Data provided:
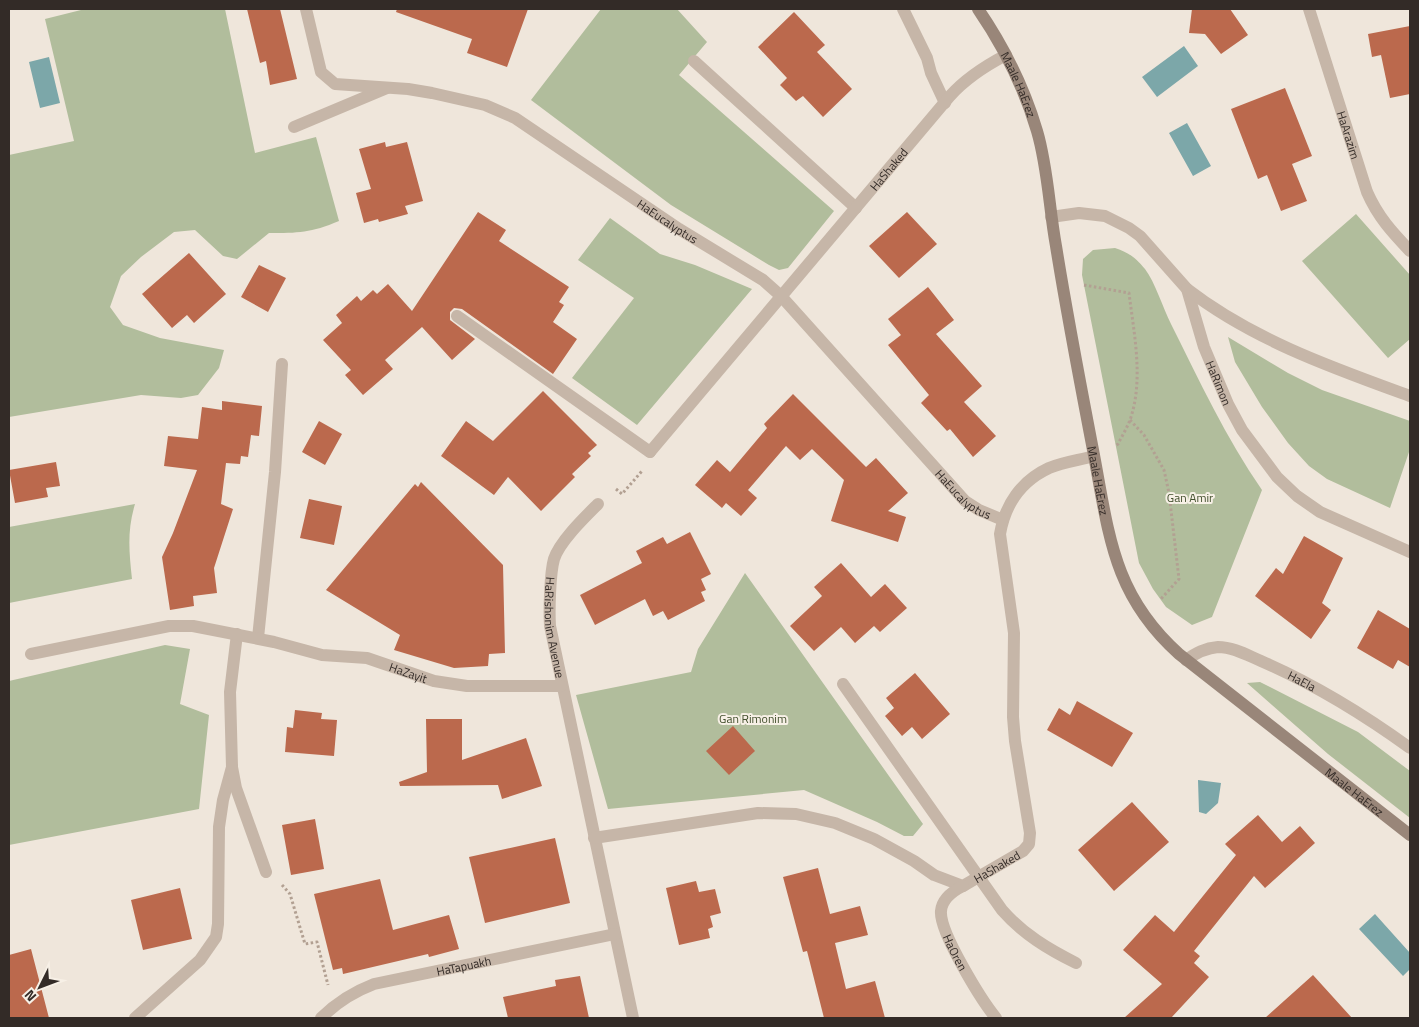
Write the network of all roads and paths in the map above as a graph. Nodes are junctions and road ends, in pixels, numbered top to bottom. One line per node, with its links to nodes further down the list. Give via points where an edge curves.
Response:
1 (306, 9): 7 (street, HaEucalyptus, via 321,72 327,79 335,84)
2 (903, 9): 8 (street)
3 (978, 9): 5 (main road, Maale HaErez)
4 (1309, 9): 12 (street, HaArazim, via 1367,192 1386,226)
5 (1006, 55): 8 (street, HaShaked, via 967,79); 11 (main road, Maale HaErez, via 1024,92 1037,132)
6 (694, 61): 10 (street)
7 (387, 88): 9 (street); 15 (street, HaEucalyptus, via 468,100 515,118 679,229 763,280)
8 (945, 103): 10 (street, HaShaked)
9 (294, 128)
10 (856, 208): 15 (street, HaShaked)
11 (1051, 217): 13 (main road, Maale HaErez); 14 (street, HaRimon, via 1079,212 1117,221 1151,247)
12 (1410, 251)
13 (1061, 280): 19 (path, via 1129,293 1137,366); 21 (main road, Maale HaErez)
14 (1187, 290): 18 (street, via 1267,338); 24 (street, HaRimon, via 1204,347 1228,404 1242,430 1277,477 1320,512)
15 (781, 296): 20 (street); 23 (street, HaEucalyptus, via 965,501)
16 (457, 316): 20 (street)
17 (282, 364): 27 (street)
18 (1410, 396)
19 (1130, 420): 21 (path, via 1118,444); 25 (path, via 1144,435 1164,470 1180,579)
20 (650, 452): 22 (path, via 647,465 622,494 614,488)
21 (1094, 456): 23 (street, HaShaked, via 1050,468 1029,481 1016,493); 25 (main road, Maale HaErez, via 1118,565)
22 (598, 504): 31 (street, HaRishonim Avenue, via 579,523 554,559 549,611)
23 (1003, 520): 37 (street, HaShaked, via 1000,534 1014,633 1014,725 1030,833 1029,844 1022,851)
24 (1410, 552)
25 (1145, 618): 29 (main road, Maale HaErez)
26 (237, 634): 27 (street, HaZayit); 28 (street, HaZayit, via 193,626 170,626); 33 (street, via 230,692)
27 (258, 638): 31 (street, HaZayit, via 322,655 367,658 434,681 466,686)
28 (31, 654)
29 (1186, 660): 32 (street, HaEla, via 1218,647 1238,651 1330,695); 34 (main road, Maale HaErez)
30 (843, 684): 37 (street)
31 (561, 686): 35 (street, HaRishonim Avenue)
32 (1410, 748)
33 (232, 766): 36 (street, via 236,788); 42 (street, via 219,828 216,937 200,960)
34 (1410, 836)
35 (594, 838): 38 (street, HaShaked, via 758,813 796,814 835,823 874,839 934,875); 39 (street, HaRishonim Avenue)
36 (266, 872): 41 (path, via 290,894 305,944 317,942)
37 (978, 876): 38 (street, HaShaked); 40 (street, via 1002,910 1021,929 1041,945)
38 (963, 886): 45 (street, HaOren, via 954,890 944,902 941,912 945,931 974,986)
39 (614, 934): 41 (street, HaTapuakh, via 374,984 354,992); 44 (street, HaRishonim Avenue)
40 (1076, 963)
41 (334, 1006): 43 (street, HaTapuakh)
42 (134, 1018)
43 (321, 1018)
44 (633, 1018)
45 (996, 1018)

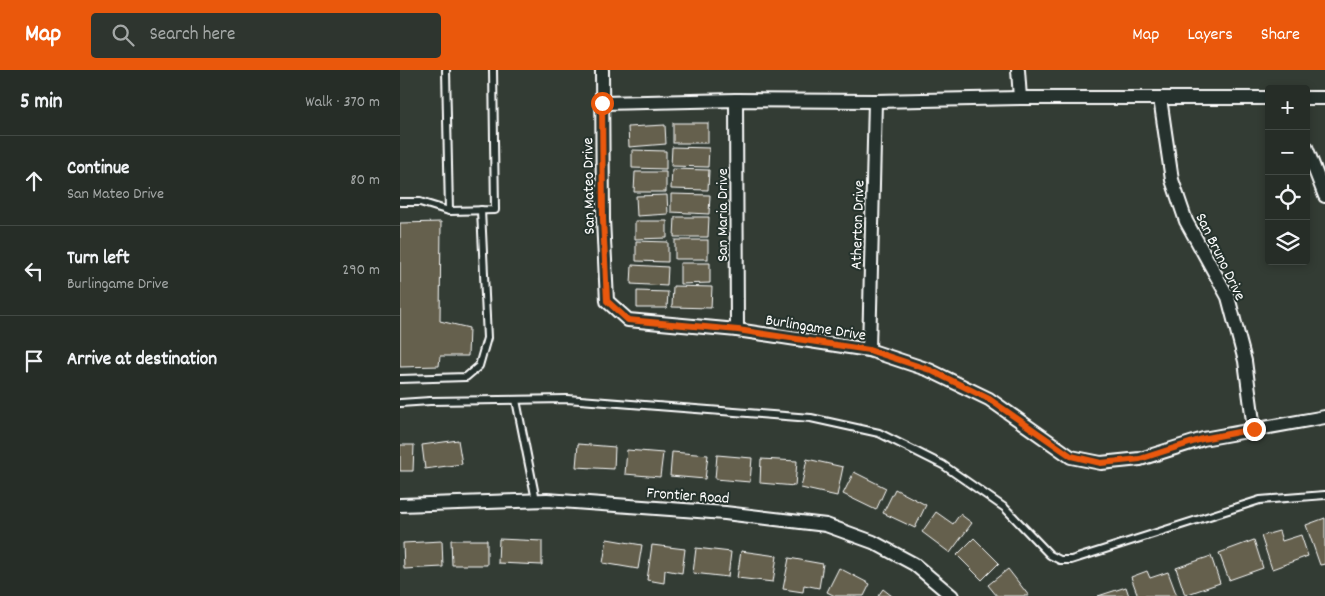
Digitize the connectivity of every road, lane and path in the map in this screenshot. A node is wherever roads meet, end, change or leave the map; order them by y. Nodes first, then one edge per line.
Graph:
1 (446, 70) edge
2 (494, 70) edge
3 (602, 70) edge
4 (1018, 70) edge
5 (1020, 98) junction
6 (1160, 98) junction
7 (1265, 98) edge
8 (1310, 98) edge
9 (1325, 98) edge
10 (736, 100) junction
11 (875, 101) junction
12 (602, 103) junction
13 (1310, 158) edge
14 (1325, 196) edge
15 (400, 202) edge
16 (482, 210) junction
17 (450, 211) junction
18 (607, 301) joint
19 (738, 330) junction
20 (869, 350) junction
21 (400, 379) edge
22 (516, 400) junction
23 (400, 403) edge
24 (1325, 417) edge
25 (1254, 429) junction
26 (1325, 495) edge
27 (536, 500) junction
28 (400, 505) edge
29 (952, 596) edge

1 - 17 lane
2 - 16 lane
3 - 12 street, San Mateo Drive
4 - 5 street
5 - 6 street
5 - 11 street
6 - 7 street
6 - 25 street, San Bruno Drive
8 - 9 street
10 - 11 street
10 - 12 street
10 - 19 street, San Maria Drive
11 - 20 street, Atherton Drive
12 - 18 street, San Mateo Drive
13 - 14 street
15 - 17 lane
16 - 17 lane
16 - 21 lane
18 - 19 street, Burlingame Drive
19 - 20 street, Burlingame Drive
20 - 25 street, Burlingame Drive
22 - 23 lane
22 - 26 lane
22 - 27 lane
24 - 25 street, Burlingame Drive
27 - 28 street, Frontier Road
27 - 29 street, Frontier Road

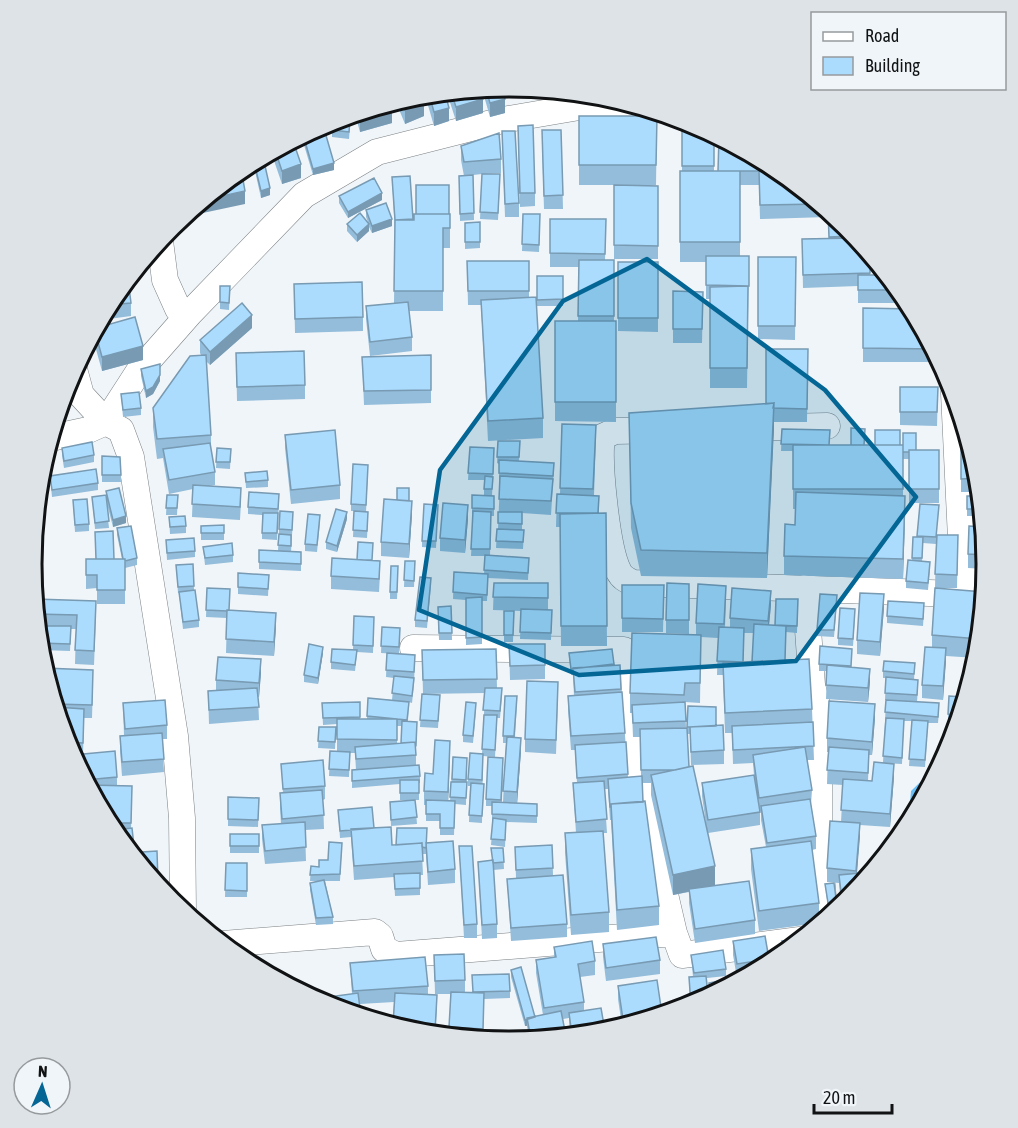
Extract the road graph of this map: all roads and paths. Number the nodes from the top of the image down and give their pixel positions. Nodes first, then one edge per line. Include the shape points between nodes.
1 (603, 107) edge
2 (161, 252) edge
3 (190, 313) junction
4 (78, 385) edge
5 (106, 422) junction
6 (827, 426) dead end
7 (686, 429) edge
8 (721, 429) edge
9 (956, 429) edge
10 (60, 435) edge
11 (805, 588) junction
12 (413, 648) dead end
13 (183, 898) edge
14 (824, 908) edge
15 (674, 933) junction
16 (781, 942) edge
17 (237, 943) edge

1 - 3 street via 503,120 377,152 304,195
2 - 3 street via 165,280 178,309
3 - 5 street via 139,371
4 - 5 street via 81,395
5 - 10 street
5 - 13 street via 121,430 127,441 141,516 175,736 182,818
6 - 8 street
7 - 11 street via 615,431 602,437 605,509 618,571 633,583
9 - 11 street via 963,590 944,594
11 - 14 street via 812,685 819,712 819,852
12 - 15 street via 624,650 629,739
15 - 16 street via 682,955
15 - 17 street via 396,955 384,949 375,932

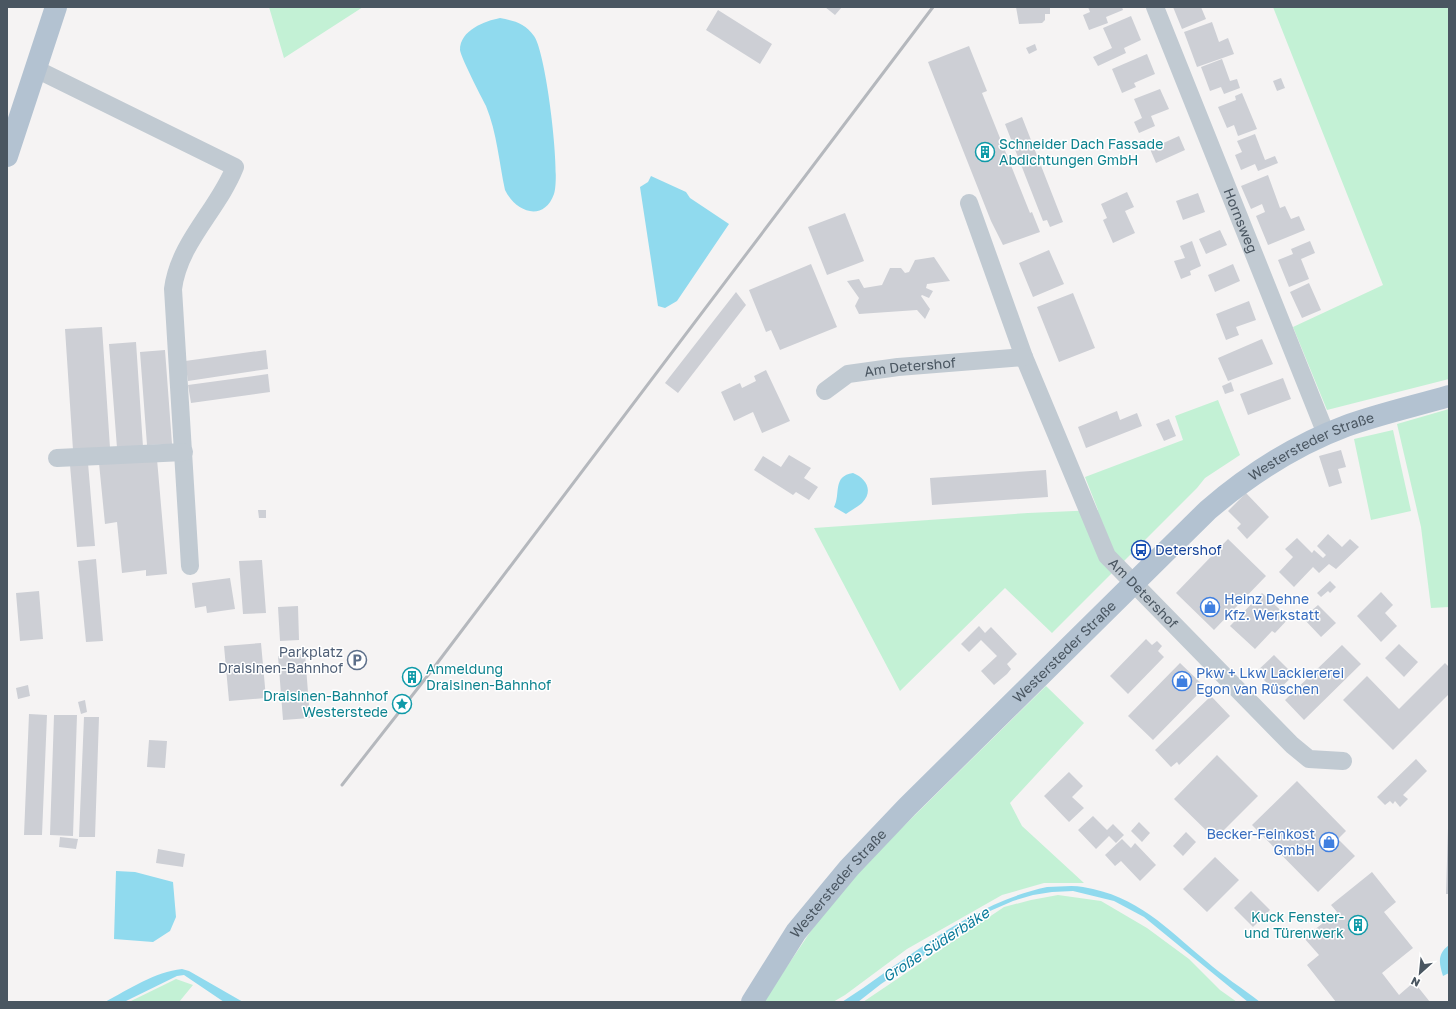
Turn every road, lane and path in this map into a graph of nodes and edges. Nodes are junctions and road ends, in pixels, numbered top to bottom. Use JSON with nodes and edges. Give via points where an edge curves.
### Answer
{"nodes":[{"id":1,"x":56,"y":7,"type":"edge"},
{"id":2,"x":1155,"y":7,"type":"edge"},
{"id":3,"x":36,"y":69,"type":"junction"},
{"id":4,"x":7,"y":156,"type":"edge"},
{"id":5,"x":969,"y":203,"type":"dead end"},
{"id":6,"x":1024,"y":357,"type":"junction"},
{"id":7,"x":825,"y":391,"type":"dead end"},
{"id":8,"x":1449,"y":396,"type":"edge"},
{"id":9,"x":1326,"y":434,"type":"junction"},
{"id":10,"x":184,"y":452,"type":"junction"},
{"id":11,"x":57,"y":458,"type":"dead end"},
{"id":12,"x":190,"y":566,"type":"dead end"},
{"id":13,"x":1134,"y":583,"type":"junction"},
{"id":14,"x":1343,"y":761,"type":"dead end"},
{"id":15,"x":752,"y":1002,"type":"edge"}],
"edges":[{"from":1,"to":3,"type":"main road"},
{"from":2,"to":9,"type":"street","name":"Hornsweg"},
{"from":3,"to":4,"type":"main road"},
{"from":3,"to":10,"type":"street","via":[[235,167],[230,182],[188,244],[175,275],[173,289]]},
{"from":5,"to":6,"type":"street","name":"Am Detershof"},
{"from":6,"to":7,"type":"street","name":"Am Detershof","via":[[898,367],[848,374]]},
{"from":6,"to":13,"type":"street","name":"Am Detershof","via":[[1107,556]]},
{"from":8,"to":9,"type":"main road","name":"Westersteder Straße"},
{"from":9,"to":13,"type":"main road","name":"Westersteder Straße","via":[[1278,458],[1232,489]]},
{"from":10,"to":11,"type":"street"},
{"from":10,"to":12,"type":"street"},
{"from":13,"to":14,"type":"street","name":"Am Detershof","via":[[1292,745],[1309,759]]},
{"from":13,"to":15,"type":"main road","name":"Westersteder Straße","via":[[924,790],[849,868],[796,932]]}]}
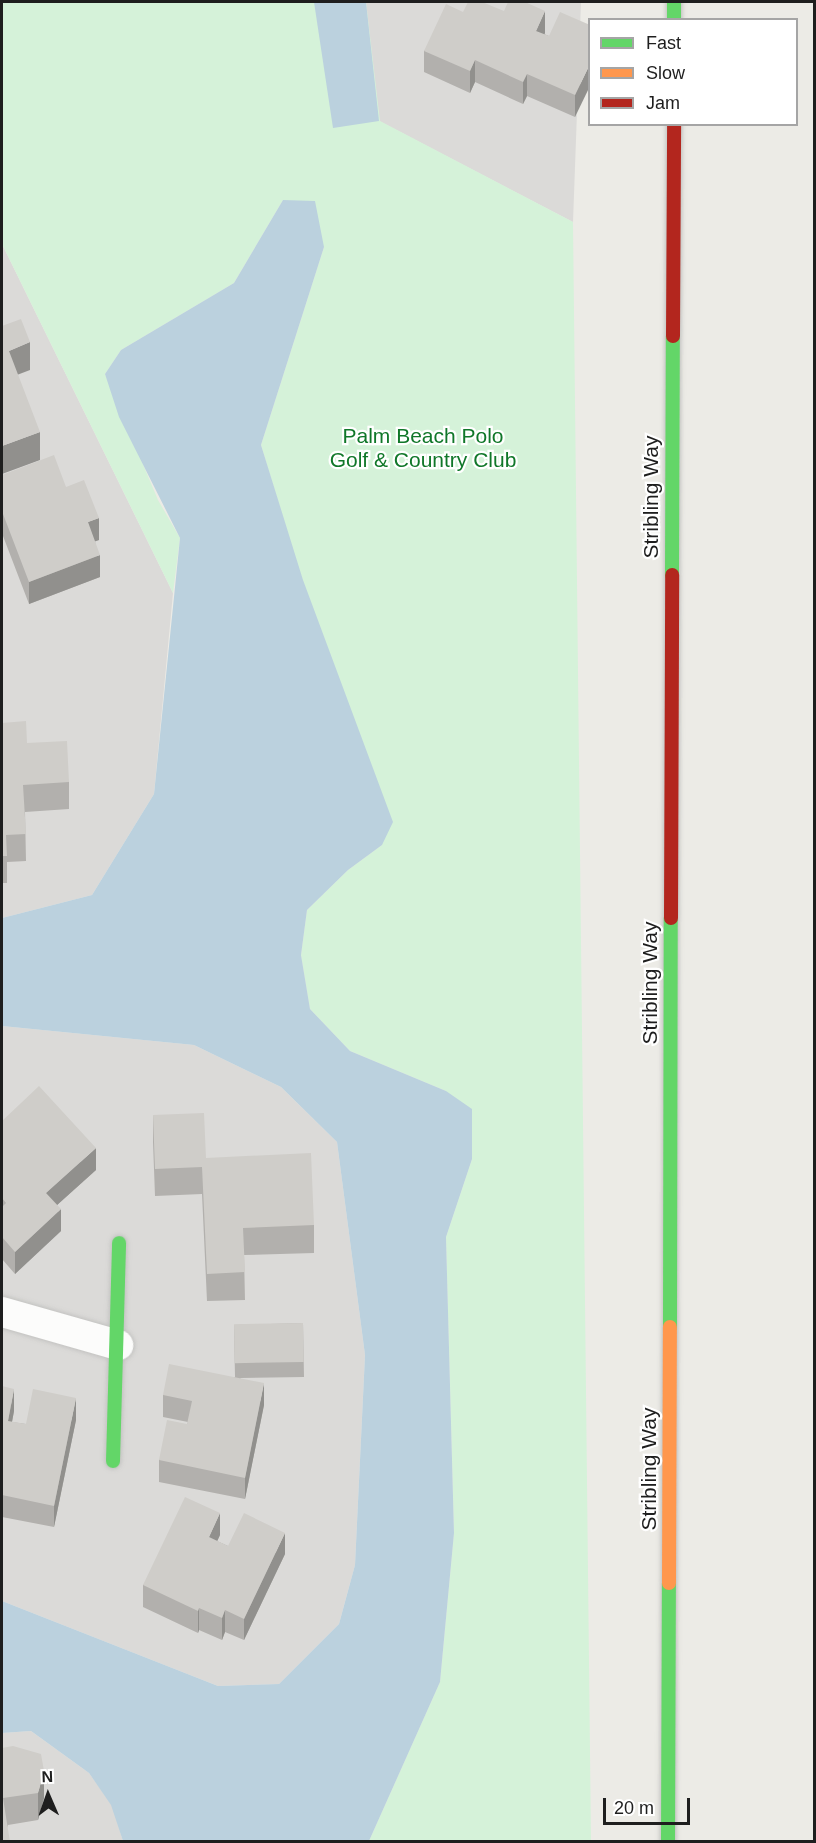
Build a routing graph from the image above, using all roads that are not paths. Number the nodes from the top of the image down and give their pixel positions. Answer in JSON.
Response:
{"nodes":[{"id":1,"x":674,"y":2,"type":"edge"},
{"id":2,"x":674,"y":18,"type":"edge"},
{"id":3,"x":674,"y":126,"type":"edge"},
{"id":4,"x":119,"y":1243,"type":"dead end"},
{"id":5,"x":2,"y":1312,"type":"edge"},
{"id":6,"x":118,"y":1345,"type":"junction"},
{"id":7,"x":113,"y":1461,"type":"dead end"},
{"id":8,"x":668,"y":1842,"type":"edge"}],
"edges":[{"from":1,"to":2,"type":"street"},
{"from":3,"to":8,"type":"street","name":"Stribling Way"},
{"from":4,"to":6,"type":"street"},
{"from":5,"to":6,"type":"street"},
{"from":6,"to":7,"type":"street"}]}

Required action:
Which lines of the data include "this"? Copy each of them.

Your response:
Digitize the connectivity of every road, lane and path in the map in this screenshot. A node is wherever roads meet, end, change or leave the map; order them by y. Nodes first, then one edge per line.
Extract the road graph of this map: all roads and paths. Number the nodes from the top of the image down and give their pixel positions. Nodes first, then one edge per line. Include the shape points between nodes.
Turn every road, lane and path in this map into a graph of nodes and edges. Nodes are junctions and road ends, in pixels, numbered top to bottom. Use JSON with nodes and edges. Give via points where an edge curves.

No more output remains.